Only the lines of the data holding the string "Boulevard" need to be returned.

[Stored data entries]
▼
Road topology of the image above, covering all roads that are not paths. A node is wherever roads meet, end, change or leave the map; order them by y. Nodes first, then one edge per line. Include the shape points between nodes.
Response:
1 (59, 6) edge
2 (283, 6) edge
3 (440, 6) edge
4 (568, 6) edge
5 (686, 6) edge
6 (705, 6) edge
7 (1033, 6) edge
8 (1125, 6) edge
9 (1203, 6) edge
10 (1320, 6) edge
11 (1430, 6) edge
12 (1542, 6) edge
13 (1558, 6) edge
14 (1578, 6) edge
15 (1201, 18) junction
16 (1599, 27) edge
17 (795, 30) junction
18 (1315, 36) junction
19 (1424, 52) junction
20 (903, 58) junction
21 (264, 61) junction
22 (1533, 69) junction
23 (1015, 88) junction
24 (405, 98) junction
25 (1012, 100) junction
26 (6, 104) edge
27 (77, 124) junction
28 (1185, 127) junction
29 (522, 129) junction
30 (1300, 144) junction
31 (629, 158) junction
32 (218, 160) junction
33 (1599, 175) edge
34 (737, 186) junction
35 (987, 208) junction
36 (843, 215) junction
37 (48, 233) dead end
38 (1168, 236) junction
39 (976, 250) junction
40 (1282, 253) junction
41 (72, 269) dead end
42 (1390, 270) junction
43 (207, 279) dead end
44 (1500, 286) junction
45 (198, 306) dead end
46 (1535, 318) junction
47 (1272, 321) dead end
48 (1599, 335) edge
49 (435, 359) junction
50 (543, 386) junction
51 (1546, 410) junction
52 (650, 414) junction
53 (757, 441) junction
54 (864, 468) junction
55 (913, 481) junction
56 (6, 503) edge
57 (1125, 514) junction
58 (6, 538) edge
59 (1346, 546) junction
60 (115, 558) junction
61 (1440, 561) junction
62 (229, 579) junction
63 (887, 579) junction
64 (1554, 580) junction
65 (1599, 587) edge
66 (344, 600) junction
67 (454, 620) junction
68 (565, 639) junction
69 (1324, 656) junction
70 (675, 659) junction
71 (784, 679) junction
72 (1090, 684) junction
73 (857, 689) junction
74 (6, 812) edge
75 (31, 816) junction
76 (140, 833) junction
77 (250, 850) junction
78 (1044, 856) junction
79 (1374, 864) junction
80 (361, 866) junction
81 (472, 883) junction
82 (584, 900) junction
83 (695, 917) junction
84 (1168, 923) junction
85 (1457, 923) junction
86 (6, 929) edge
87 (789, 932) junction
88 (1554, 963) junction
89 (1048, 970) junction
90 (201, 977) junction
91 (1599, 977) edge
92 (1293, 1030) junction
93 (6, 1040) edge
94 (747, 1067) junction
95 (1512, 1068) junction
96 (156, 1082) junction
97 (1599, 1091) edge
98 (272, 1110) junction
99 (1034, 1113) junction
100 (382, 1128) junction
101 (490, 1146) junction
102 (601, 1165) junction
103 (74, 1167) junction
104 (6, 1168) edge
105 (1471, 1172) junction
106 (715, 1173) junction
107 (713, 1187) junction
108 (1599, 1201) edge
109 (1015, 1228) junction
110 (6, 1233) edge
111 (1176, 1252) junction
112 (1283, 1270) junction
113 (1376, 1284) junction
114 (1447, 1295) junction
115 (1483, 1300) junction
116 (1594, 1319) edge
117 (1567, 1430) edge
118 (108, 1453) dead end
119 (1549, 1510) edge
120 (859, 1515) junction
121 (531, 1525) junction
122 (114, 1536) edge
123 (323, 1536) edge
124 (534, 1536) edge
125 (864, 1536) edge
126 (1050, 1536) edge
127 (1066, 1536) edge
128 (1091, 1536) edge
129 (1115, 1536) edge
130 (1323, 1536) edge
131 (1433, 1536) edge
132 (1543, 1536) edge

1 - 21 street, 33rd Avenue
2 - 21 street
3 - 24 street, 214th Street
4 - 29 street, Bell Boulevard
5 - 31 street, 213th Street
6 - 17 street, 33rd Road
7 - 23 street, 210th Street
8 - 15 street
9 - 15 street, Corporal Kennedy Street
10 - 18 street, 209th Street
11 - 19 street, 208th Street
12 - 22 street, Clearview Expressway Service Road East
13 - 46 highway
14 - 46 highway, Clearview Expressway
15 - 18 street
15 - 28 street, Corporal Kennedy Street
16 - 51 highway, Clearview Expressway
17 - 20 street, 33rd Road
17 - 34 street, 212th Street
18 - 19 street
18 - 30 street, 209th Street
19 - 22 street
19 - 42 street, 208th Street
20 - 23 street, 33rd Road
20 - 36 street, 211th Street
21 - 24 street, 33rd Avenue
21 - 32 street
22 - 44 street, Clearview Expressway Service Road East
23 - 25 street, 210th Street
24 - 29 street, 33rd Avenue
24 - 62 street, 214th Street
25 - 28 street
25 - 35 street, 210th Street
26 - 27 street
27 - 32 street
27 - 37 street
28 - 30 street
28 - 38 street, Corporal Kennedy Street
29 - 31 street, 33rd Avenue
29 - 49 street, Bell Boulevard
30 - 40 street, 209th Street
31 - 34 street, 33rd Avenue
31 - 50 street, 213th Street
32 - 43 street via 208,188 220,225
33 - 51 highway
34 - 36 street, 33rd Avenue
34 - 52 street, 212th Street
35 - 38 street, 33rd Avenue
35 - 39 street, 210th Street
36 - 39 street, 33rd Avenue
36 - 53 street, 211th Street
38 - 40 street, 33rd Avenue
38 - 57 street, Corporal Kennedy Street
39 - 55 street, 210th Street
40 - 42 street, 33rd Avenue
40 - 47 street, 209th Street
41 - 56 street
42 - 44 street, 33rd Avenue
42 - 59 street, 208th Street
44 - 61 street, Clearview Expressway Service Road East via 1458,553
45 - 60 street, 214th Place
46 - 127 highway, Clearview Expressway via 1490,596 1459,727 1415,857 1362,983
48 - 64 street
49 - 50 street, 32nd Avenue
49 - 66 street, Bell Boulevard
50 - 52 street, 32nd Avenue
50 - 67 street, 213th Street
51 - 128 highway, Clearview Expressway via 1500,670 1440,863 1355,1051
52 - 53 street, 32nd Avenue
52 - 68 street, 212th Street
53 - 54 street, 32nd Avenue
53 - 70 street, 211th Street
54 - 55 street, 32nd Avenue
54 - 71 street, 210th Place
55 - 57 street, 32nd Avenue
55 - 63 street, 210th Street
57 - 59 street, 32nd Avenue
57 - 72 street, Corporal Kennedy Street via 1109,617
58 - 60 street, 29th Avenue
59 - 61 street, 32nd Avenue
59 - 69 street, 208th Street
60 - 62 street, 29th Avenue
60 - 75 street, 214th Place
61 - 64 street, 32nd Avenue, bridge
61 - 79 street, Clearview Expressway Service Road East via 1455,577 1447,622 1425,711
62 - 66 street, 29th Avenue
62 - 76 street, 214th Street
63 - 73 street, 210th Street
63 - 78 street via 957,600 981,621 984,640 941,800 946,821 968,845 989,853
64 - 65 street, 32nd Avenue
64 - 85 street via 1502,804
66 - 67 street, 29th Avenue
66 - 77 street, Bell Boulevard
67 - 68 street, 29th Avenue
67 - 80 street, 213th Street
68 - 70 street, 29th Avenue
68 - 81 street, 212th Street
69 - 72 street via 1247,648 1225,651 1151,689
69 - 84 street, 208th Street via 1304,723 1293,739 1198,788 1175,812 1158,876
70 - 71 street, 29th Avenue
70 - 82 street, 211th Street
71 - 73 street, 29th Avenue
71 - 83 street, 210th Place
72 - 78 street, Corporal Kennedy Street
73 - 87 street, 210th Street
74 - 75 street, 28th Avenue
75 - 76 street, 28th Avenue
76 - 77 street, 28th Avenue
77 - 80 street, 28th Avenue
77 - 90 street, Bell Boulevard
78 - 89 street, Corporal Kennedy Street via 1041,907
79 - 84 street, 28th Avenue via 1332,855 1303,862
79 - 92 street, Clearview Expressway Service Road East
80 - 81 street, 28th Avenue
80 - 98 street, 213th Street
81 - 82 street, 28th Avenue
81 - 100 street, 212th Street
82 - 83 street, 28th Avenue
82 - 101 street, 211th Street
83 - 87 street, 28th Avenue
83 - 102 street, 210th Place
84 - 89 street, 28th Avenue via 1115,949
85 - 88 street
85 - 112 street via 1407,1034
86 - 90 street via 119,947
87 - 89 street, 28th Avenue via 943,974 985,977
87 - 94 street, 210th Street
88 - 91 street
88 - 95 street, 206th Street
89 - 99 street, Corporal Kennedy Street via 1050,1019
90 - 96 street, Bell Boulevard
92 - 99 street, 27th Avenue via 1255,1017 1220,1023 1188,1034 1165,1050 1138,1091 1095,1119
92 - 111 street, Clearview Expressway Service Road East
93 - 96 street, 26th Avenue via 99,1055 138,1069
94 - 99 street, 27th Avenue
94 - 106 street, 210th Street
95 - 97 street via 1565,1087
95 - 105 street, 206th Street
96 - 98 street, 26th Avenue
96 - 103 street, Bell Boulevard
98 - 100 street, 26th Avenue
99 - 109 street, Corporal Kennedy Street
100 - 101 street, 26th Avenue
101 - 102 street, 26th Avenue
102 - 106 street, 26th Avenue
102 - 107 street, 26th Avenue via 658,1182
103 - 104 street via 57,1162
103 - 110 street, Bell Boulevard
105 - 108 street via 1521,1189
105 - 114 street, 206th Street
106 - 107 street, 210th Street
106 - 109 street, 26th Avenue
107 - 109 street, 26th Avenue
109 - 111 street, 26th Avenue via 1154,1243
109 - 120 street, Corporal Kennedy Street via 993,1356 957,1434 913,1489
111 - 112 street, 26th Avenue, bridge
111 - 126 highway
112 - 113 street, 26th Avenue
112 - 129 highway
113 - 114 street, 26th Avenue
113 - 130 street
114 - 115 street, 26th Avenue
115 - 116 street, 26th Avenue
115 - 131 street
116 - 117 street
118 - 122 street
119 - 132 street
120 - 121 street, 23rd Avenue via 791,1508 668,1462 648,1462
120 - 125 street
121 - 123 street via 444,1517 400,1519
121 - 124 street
▲
Response for this exercise:
4 - 29 street, Bell Boulevard
29 - 49 street, Bell Boulevard
49 - 66 street, Bell Boulevard
66 - 77 street, Bell Boulevard
77 - 90 street, Bell Boulevard
90 - 96 street, Bell Boulevard
96 - 103 street, Bell Boulevard
103 - 110 street, Bell Boulevard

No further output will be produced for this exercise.